Between Oral Food Challenges (OFC) and skin prick tests, allergies are tested in patients where an immune-allergic reaction is present. And for further and more accurate testing, the presence of allergen-specific serum IgE antibodies is studied through in vitro testing. This test is limited because it cannot differentiate between allergy and sensitization. Another in vitro test is the basophil activation test (BAT), which is an assay that assesses the degree of IgE activation after exposure to a stimulus. It increases specificity for better results. And a final in vitro test is the sIgG4, which is found to be unconventional.
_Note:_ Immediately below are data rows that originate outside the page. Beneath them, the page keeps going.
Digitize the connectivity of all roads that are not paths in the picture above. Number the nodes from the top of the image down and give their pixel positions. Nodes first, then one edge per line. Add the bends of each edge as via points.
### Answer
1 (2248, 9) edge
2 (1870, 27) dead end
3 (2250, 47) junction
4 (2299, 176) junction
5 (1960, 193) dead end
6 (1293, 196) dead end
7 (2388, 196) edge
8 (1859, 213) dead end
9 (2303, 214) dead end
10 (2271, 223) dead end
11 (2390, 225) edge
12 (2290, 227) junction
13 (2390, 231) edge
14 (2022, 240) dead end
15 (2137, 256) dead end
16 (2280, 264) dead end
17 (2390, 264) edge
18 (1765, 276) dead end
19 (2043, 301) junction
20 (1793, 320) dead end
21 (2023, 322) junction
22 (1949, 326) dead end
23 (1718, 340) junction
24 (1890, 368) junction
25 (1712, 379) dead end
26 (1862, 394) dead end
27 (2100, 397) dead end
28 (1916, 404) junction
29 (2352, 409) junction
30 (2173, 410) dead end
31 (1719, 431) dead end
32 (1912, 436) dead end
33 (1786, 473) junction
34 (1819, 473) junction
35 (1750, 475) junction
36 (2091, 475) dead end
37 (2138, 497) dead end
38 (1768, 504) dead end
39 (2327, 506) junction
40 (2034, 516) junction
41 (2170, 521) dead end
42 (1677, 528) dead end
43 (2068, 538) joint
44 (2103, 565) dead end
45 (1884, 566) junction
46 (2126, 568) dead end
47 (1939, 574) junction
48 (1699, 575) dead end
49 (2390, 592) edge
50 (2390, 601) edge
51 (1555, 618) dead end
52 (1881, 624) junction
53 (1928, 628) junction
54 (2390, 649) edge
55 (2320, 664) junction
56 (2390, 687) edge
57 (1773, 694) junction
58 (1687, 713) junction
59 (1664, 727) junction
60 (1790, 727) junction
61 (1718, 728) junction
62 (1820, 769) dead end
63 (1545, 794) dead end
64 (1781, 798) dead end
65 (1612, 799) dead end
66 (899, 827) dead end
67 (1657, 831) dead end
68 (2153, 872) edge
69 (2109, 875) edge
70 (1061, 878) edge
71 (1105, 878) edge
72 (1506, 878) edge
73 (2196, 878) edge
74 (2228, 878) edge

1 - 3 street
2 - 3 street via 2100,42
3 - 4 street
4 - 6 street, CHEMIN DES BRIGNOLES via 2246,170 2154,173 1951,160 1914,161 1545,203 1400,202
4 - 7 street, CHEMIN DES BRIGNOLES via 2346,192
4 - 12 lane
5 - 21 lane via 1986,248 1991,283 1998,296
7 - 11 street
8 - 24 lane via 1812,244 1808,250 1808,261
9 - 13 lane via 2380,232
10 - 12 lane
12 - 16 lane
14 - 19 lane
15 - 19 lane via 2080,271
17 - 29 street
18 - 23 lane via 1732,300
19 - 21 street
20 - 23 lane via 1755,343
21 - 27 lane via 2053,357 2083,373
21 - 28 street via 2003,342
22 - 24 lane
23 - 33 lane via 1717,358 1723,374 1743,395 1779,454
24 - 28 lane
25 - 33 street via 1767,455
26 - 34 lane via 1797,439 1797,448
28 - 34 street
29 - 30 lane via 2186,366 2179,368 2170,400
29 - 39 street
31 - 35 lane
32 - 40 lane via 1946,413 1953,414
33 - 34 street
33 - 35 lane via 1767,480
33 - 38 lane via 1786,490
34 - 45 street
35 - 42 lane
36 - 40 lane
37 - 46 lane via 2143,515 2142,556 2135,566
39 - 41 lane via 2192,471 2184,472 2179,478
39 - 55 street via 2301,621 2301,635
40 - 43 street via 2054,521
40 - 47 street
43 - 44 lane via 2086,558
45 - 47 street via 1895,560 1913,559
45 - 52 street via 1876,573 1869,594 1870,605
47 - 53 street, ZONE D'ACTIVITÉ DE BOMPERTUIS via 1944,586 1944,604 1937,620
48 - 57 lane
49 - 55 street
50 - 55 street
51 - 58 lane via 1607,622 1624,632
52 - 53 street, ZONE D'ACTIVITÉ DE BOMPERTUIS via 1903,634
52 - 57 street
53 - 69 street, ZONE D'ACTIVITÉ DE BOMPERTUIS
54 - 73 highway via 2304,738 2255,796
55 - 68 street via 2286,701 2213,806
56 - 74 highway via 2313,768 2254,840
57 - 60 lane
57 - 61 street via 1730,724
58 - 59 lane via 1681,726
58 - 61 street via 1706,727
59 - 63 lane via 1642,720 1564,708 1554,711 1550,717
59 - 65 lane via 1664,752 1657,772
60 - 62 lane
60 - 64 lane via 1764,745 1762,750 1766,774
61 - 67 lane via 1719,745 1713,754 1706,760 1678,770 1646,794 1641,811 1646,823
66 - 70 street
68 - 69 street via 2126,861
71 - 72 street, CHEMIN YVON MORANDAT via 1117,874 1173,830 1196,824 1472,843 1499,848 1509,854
IgE serum in vitro testing detects allergen-specific IgE levels, using a little amount of that serum that can be stored in labs. The sIgE levels are reliable biomarkers that predict the seriousness of food allergies; however, it shows low specificity in diagnosing them. Thus, an additional molecular allergology is performed in some cases e.g., when a homology of molecules is detected. BAT evaluates the percentages of activated basophils after the binding of IgE antibodies with their receptors. BAT showed better accuracy than other tests, presenting high sensitivity, specificity, and +ve/-ve predictive values. It also determines the intensity of the allergy in the patient. Finally, concerning the serum IgG4, a study was done on three groups of allergic, healthy, and a control group. No variation of sIgG4 was detected among them, which determines that these are released only due to an extended acquaintance with food antigens.

In conclusion, specific IgE in vitro tests is the most convenient in diagnosing allergies in patients. BAT is a unique approach that distinguishes intense forms of allergens and predicts food allergies due to its high specificity. It was found that sIgG4 in vitro test is redundant for diagnosis.